Unsichtbares Schlüsselloch

Die Empa-Forscherin hat mit gedruckter Elektronik ein unsichtbares Schlüsselloch entwickelt, bei dem nur Eingeweihte wissen, wo und wie der Zugangscode einzugeben ist – die perfekte Tarnung für Türen, Schliessfächer oder auch Fenster. Dabei konnte Gilshtein auf dem bereits bestehenden Know-how der Empa beim Druck von Elektronik auf Dünnfilmfolien aufbauen und dieses auf raffinierte Weise weiterentwickeln. Zunächst wurden die kapazitiven Sensoren, wie schon oft praktiziert, auf die Träger-folie gedruckt. Dann aber galt es, die metallhaltige Nanopartikel-Tinte aus Indium-Zinnoxid transparenter und leitfähiger als herkömmliche Stoffe zu machen. Dies geschah mit einem Trick: Die bereits auf Folien gedruckten Muster wurden blau eingefärbt und «in einer Millisekunde mit einer superhellen, energiereichen Lichtquelle bearbeitet», so Gilshtein. «Durch den Farbstoff wird das einfallende Licht in der Nanopartikelschicht vollständig absorbiert und diese zu einer homogenen festen Schicht versintert.» Als durchaus gewünschter Nebeneffekt zersetzt sich dabei die blaue Einfärbung, die elektrisch leitende Indium-Zinnoxidschicht wird optisch transparent, also für das menschliche Auge unsichtbar.            

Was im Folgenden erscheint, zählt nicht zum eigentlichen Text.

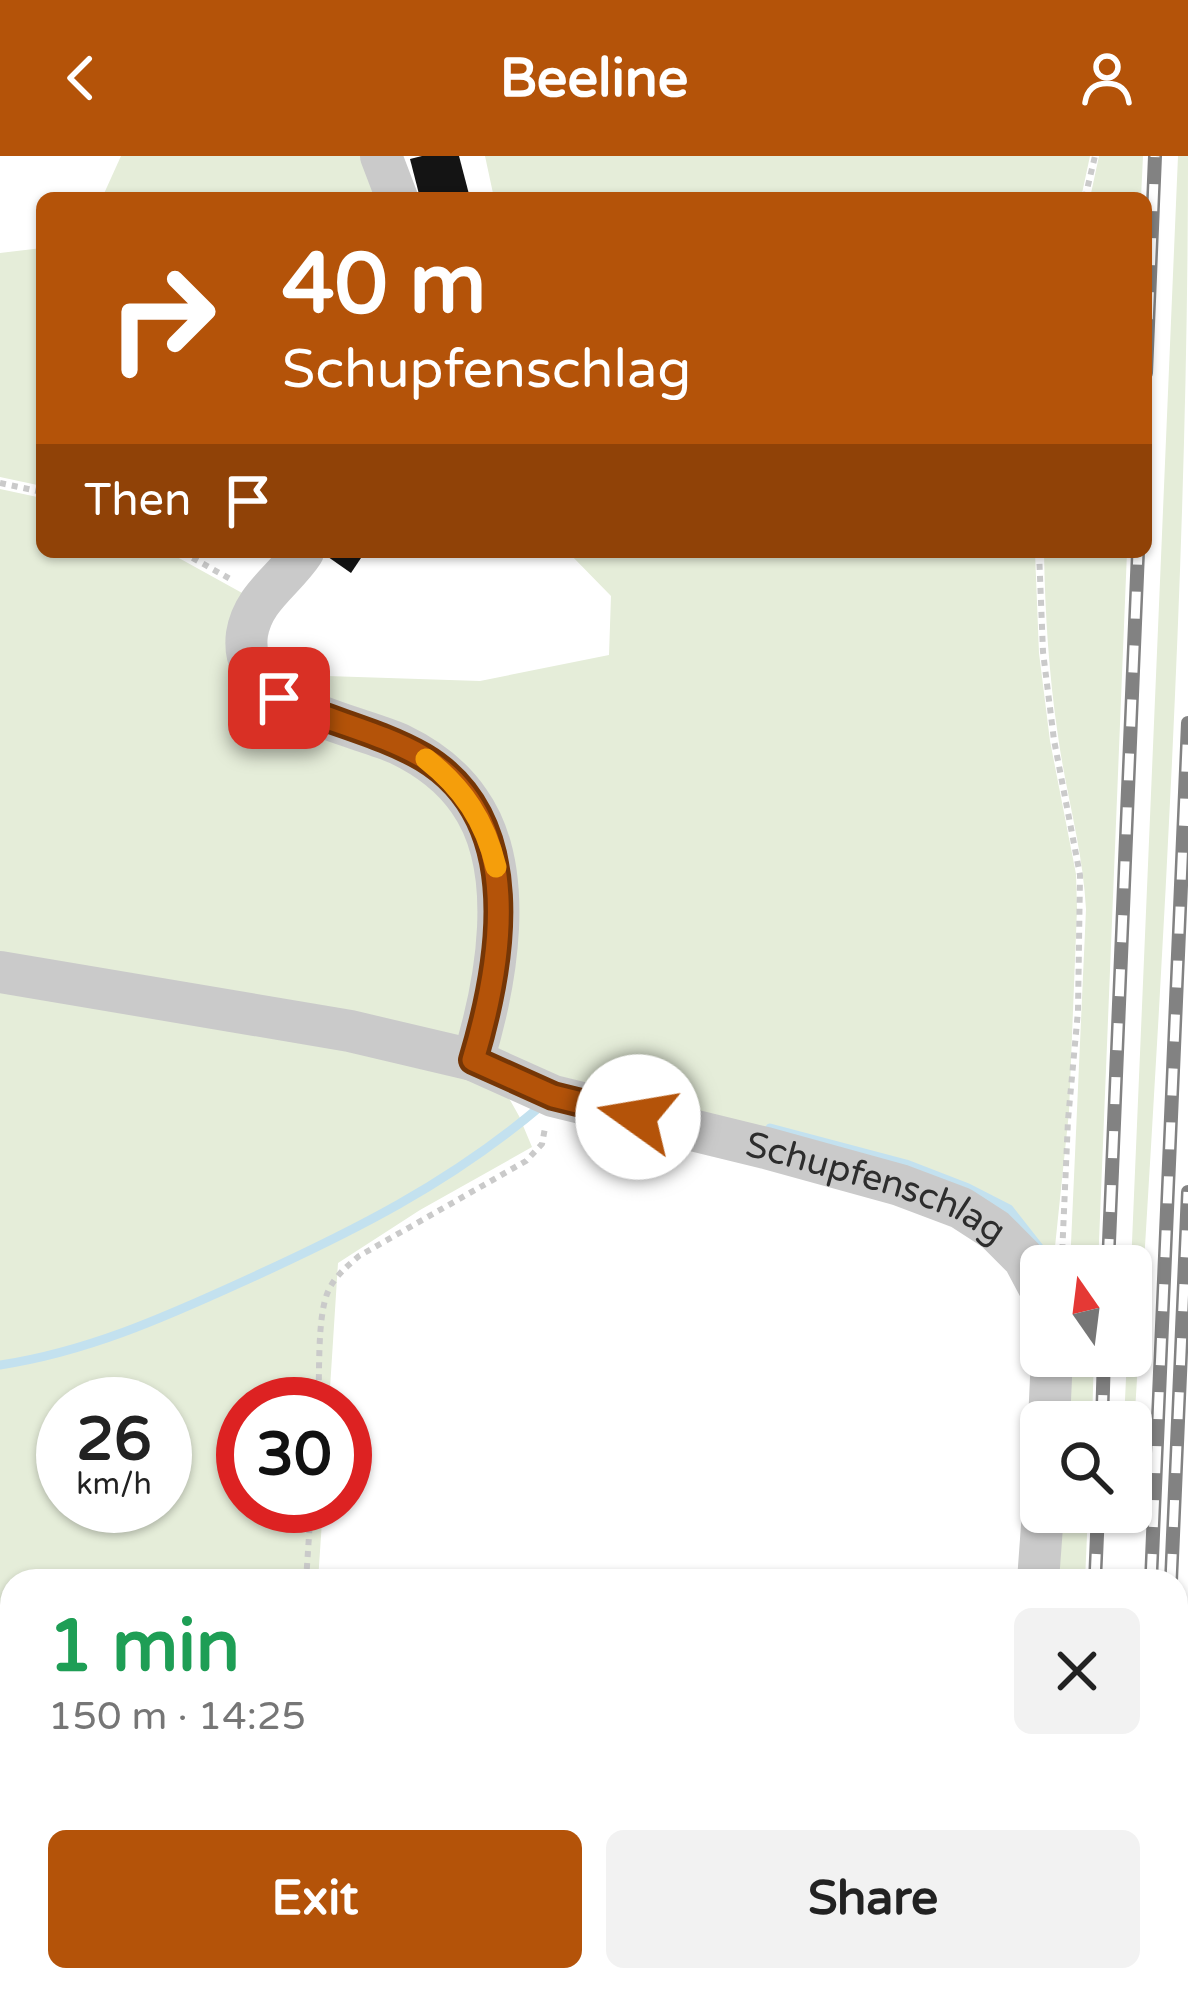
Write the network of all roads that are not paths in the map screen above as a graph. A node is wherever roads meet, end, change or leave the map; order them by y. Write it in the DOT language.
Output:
graph roads {
  1 [pos="381,156"];
  2 [pos="395,192"];
  3 [pos="299,558"];
  4 [pos="0,972"];
  5 [pos="473,1060"];
  6 [pos="1020,1254"];
  7 [pos="1041,1533"];
  8 [pos="1039,1569"];
  1 -- 2 [label="street"];
  3 -- 5 [label="street"];
  4 -- 5 [label="street, Schupfenschlag"];
  5 -- 6 [label="street, Schupfenschlag"];
  7 -- 8 [label="street"];
}
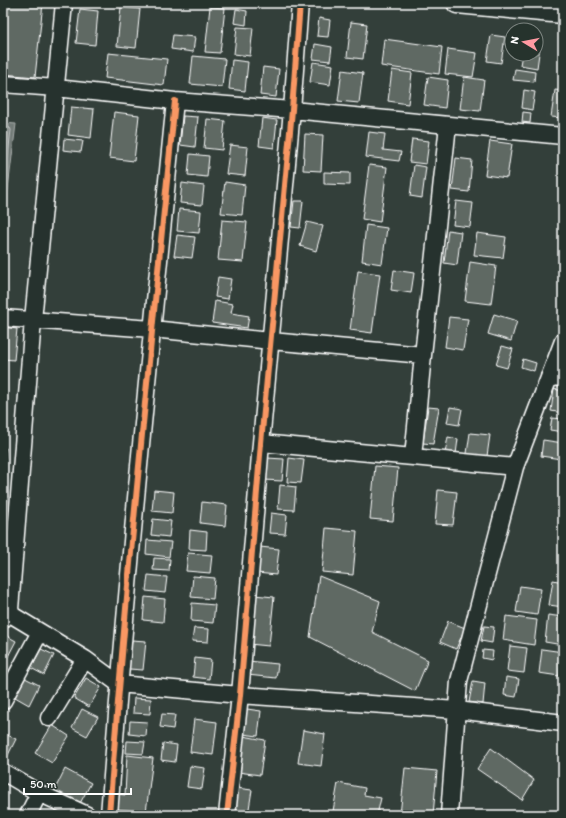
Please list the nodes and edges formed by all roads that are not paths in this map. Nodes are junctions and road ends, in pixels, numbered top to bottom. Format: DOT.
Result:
graph roads {
  1 [pos="64,3"];
  2 [pos="300,3"];
  3 [pos="457,3"];
  4 [pos="461,3"];
  5 [pos="563,13"];
  6 [pos="3,84"];
  7 [pos="56,88"];
  8 [pos="175,101"];
  9 [pos="292,110"];
  10 [pos="448,125"];
  11 [pos="563,136"];
  12 [pos="3,318"];
  13 [pos="33,320"];
  14 [pos="152,329"];
  15 [pos="271,341"];
  16 [pos="563,341"];
  17 [pos="423,355"];
  18 [pos="556,378"];
  19 [pos="261,443"];
  20 [pos="413,457"];
  21 [pos="515,467"];
  22 [pos="5,611"];
  23 [pos="40,632"];
  24 [pos="85,659"];
  25 [pos="119,684"];
  26 [pos="240,695"];
  27 [pos="3,700"];
  28 [pos="457,710"];
  29 [pos="49,718"];
  30 [pos="563,722"];
  31 [pos="3,772"];
  32 [pos="39,793"];
  33 [pos="28,815"];
  34 [pos="86,815"];
  35 [pos="109,815"];
  36 [pos="227,815"];
  37 [pos="450,815"];
  1 -- 7 [label="street"];
  2 -- 9 [label="street"];
  3 -- 4 [label="street"];
  4 -- 5 [label="street"];
  6 -- 7 [label="street"];
  7 -- 8 [label="street"];
  7 -- 13 [label="street"];
  8 -- 9 [label="street"];
  8 -- 14 [label="street"];
  9 -- 10 [label="street"];
  9 -- 15 [label="street"];
  10 -- 11 [label="street"];
  10 -- 17 [label="street"];
  12 -- 13 [label="street"];
  13 -- 14 [label="street"];
  13 -- 22 [label="street"];
  14 -- 15 [label="street"];
  14 -- 25 [label="street"];
  15 -- 17 [label="street"];
  15 -- 19 [label="street"];
  16 -- 18 [label="street"];
  17 -- 20 [label="street"];
  18 -- 21 [label="street"];
  19 -- 20 [label="street"];
  19 -- 26 [label="street"];
  20 -- 21 [label="street"];
  21 -- 28 [label="street"];
  22 -- 23 [label="street"];
  23 -- 24 [label="street"];
  23 -- 27 [label="street"];
  24 -- 25 [label="street"];
  24 -- 29 [label="street"];
  25 -- 26 [label="street"];
  25 -- 35 [label="street"];
  26 -- 28 [label="street"];
  26 -- 36 [label="street"];
  28 -- 30 [label="street"];
  28 -- 37 [label="street"];
  31 -- 32 [label="street"];
  32 -- 33 [label="street"];
  32 -- 34 [label="street"];
}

Die auf diesem Wege entwickelte «Geheimtinte» machte ein unsichtbares Schlüsselloch für einen Banksafe erst möglich. «Die Blitzlampenausheilung ist das eigentlich Bahnbrechende. Damit erreichen wir mit einem Wimpernschlag am exakt richtigen Ort, nämlich in der gedruckten Schicht, die erforderliche Temperatur von mehr als 500 °C, um das elektrisch leitende Material herzustellen. Die zu bedruckende Unterlage, also Papier oder Polymere, wird dabei kaum erwärmt», so Gilshtein.

Die Empa-Forscherin will sich wissenschaftlich nun aber einem anderen Thema zuwenden: Der dehnbaren gedruckten Elektronik, ultradünnen Sensoren, die in vielfältiger Form direkt auf der menschlichen Haut zur Anwendung gelangen werden. Das nächste grosse Ding in der gedruckten Elektronik?